(Available data)
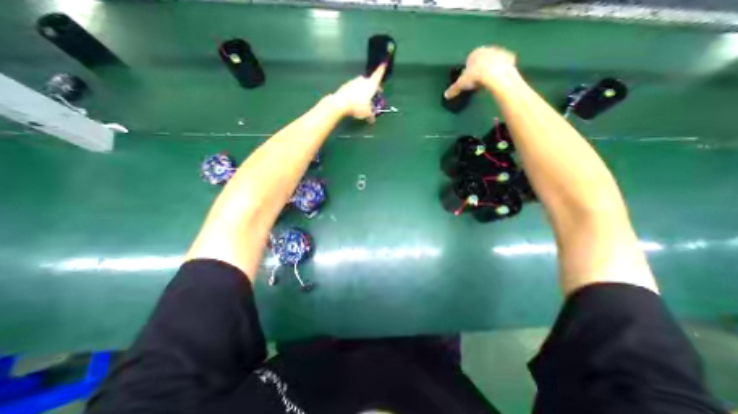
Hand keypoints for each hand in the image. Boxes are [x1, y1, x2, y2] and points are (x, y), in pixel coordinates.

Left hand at [329, 61, 385, 121]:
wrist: (341, 103)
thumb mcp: (367, 113)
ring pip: (362, 84)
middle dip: (373, 87)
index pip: (379, 74)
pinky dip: (356, 92)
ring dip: (364, 90)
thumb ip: (371, 115)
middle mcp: (364, 80)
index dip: (382, 69)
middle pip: (370, 81)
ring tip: (364, 99)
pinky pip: (354, 88)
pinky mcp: (347, 85)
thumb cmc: (358, 106)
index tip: (385, 62)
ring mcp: (354, 81)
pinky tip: (355, 100)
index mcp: (371, 84)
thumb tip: (372, 120)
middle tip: (374, 95)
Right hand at [444, 45, 516, 97]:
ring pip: (492, 61)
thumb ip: (453, 89)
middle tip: (477, 81)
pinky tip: (498, 79)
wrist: (495, 74)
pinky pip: (503, 65)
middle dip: (480, 69)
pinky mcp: (510, 58)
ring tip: (487, 82)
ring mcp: (499, 52)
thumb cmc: (475, 76)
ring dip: (490, 69)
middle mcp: (487, 49)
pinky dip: (500, 71)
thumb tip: (446, 95)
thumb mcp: (461, 85)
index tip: (469, 80)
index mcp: (474, 53)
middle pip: (482, 60)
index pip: (469, 61)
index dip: (468, 71)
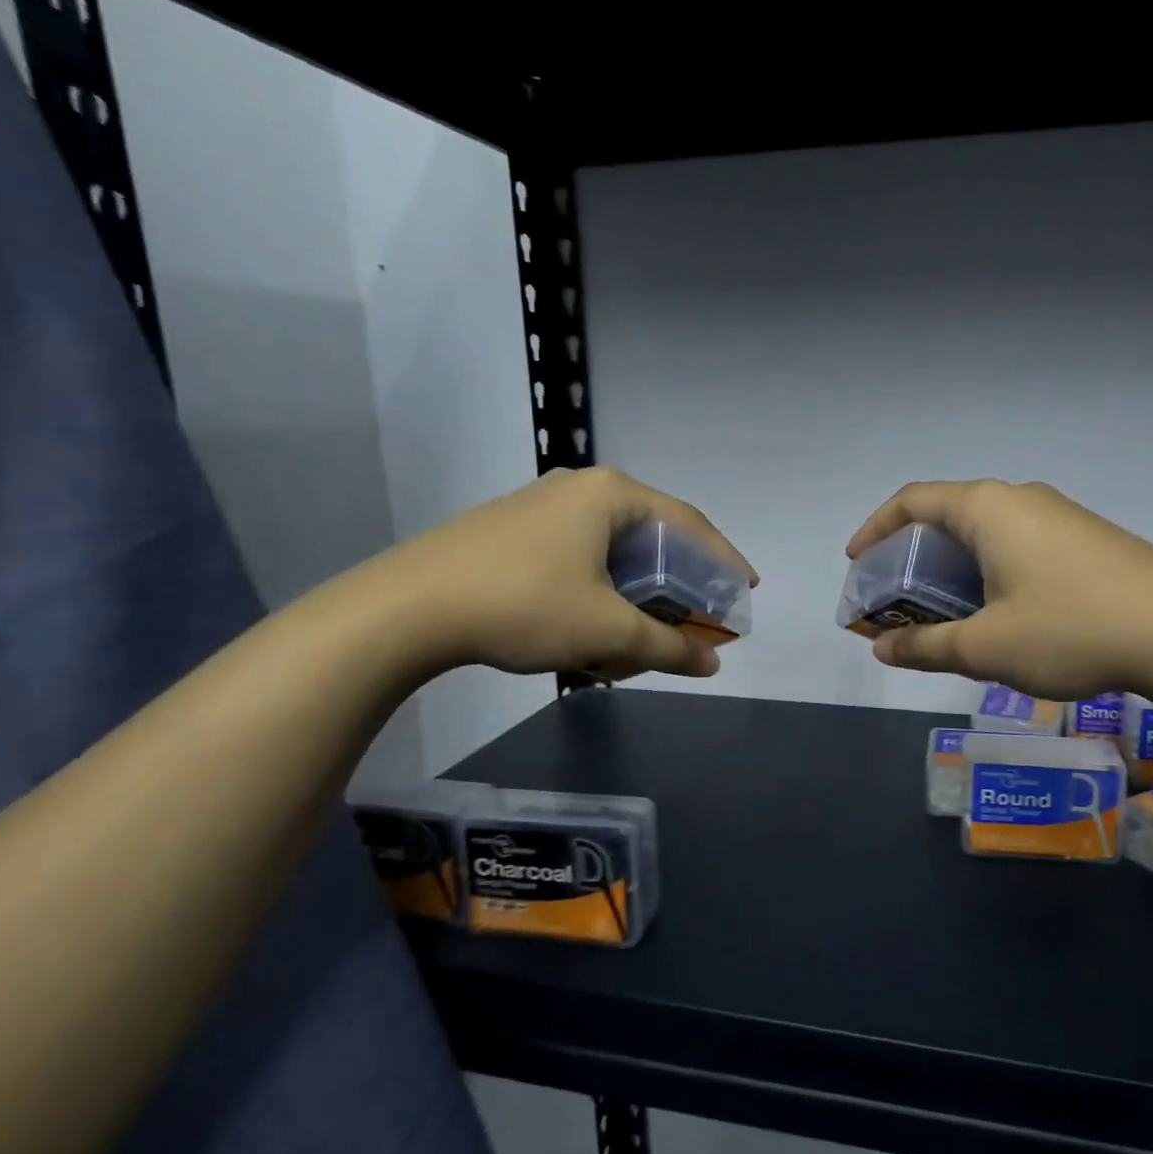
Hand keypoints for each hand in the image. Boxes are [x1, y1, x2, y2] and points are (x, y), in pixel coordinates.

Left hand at [370, 466, 757, 678]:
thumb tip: (710, 664)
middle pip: (651, 534)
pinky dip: (601, 589)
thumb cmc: (523, 605)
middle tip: (698, 612)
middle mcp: (580, 489)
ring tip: (647, 626)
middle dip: (678, 579)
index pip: (688, 523)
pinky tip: (594, 622)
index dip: (723, 558)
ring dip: (637, 590)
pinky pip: (579, 557)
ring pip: (612, 549)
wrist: (405, 609)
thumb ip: (666, 646)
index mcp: (611, 495)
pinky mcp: (512, 532)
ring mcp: (541, 508)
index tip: (746, 588)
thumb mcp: (606, 630)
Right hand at [846, 479, 1152, 701]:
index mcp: (988, 508)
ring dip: (956, 567)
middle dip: (915, 555)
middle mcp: (1021, 499)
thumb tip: (882, 648)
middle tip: (900, 597)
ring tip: (948, 611)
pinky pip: (1021, 544)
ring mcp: (1061, 515)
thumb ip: (925, 647)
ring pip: (988, 532)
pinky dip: (992, 570)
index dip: (876, 528)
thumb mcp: (986, 647)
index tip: (858, 562)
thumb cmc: (1070, 630)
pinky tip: (1005, 612)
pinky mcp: (1090, 538)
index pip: (913, 501)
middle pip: (949, 515)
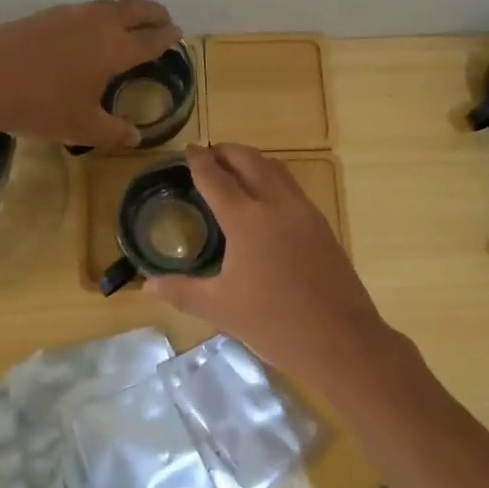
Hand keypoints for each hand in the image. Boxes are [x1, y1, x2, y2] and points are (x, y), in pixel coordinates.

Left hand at [0, 0, 180, 148]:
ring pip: (108, 5)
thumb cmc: (41, 105)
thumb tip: (136, 137)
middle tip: (164, 19)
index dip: (167, 37)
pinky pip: (83, 10)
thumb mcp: (82, 127)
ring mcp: (69, 14)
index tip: (177, 33)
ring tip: (129, 21)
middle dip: (154, 12)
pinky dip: (98, 15)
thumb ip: (113, 132)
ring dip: (126, 10)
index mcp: (115, 49)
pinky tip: (87, 30)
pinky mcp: (45, 14)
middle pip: (135, 9)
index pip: (151, 39)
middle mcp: (98, 24)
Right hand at [145, 145, 394, 392]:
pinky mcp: (321, 225)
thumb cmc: (274, 322)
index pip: (216, 178)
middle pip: (249, 161)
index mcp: (246, 219)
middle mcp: (276, 204)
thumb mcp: (221, 309)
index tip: (188, 149)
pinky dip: (273, 178)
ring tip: (236, 169)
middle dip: (227, 151)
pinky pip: (292, 187)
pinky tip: (266, 200)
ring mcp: (303, 211)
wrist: (340, 338)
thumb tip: (148, 285)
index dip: (199, 161)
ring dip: (252, 160)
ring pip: (276, 169)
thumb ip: (182, 292)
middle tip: (210, 154)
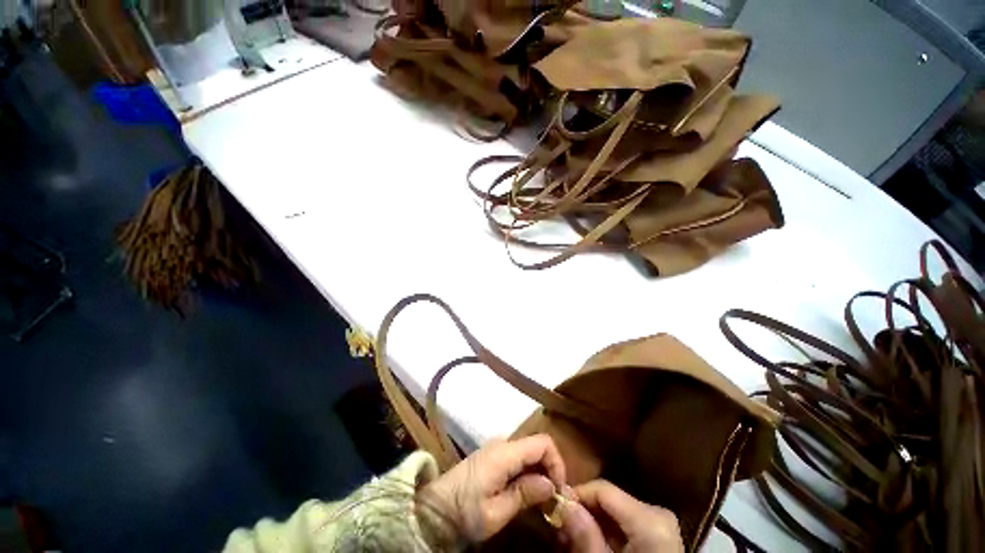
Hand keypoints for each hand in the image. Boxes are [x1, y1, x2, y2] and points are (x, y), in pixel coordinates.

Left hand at [419, 434, 565, 542]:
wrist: (428, 515)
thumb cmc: (462, 515)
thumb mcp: (496, 512)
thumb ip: (525, 494)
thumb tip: (551, 484)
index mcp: (502, 455)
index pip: (543, 443)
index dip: (557, 464)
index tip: (557, 490)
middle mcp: (496, 447)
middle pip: (535, 448)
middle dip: (548, 470)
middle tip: (551, 497)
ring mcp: (487, 455)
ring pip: (525, 456)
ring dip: (537, 474)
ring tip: (539, 499)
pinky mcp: (482, 464)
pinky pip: (513, 462)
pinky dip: (524, 475)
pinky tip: (522, 495)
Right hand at [560, 480, 682, 552]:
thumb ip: (584, 535)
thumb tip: (563, 505)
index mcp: (649, 518)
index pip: (604, 490)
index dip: (574, 495)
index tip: (550, 511)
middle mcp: (658, 512)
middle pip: (610, 500)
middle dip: (581, 514)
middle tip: (556, 534)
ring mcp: (661, 522)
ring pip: (616, 511)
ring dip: (590, 524)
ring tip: (569, 544)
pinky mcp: (658, 532)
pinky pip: (627, 523)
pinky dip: (605, 532)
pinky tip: (590, 546)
(End Available data)
> What this task involves
Print exactly the lines of the listing above starting at the line containing "pinky dip: (98, 15)" and ending at the line containing "index pip: (216, 178)", both included.

> Answer to this exercise
pinky dip: (98, 15)
thumb ip: (113, 132)
ring dip: (126, 10)
index mcp: (115, 49)
pinky tip: (87, 30)
pinky mcp: (45, 14)
middle pip: (135, 9)
index pip: (151, 39)
middle mcp: (98, 24)
Right hand at [145, 145, 394, 392]:
pinky mcp: (321, 225)
thumb cmc: (274, 322)
index pip: (216, 178)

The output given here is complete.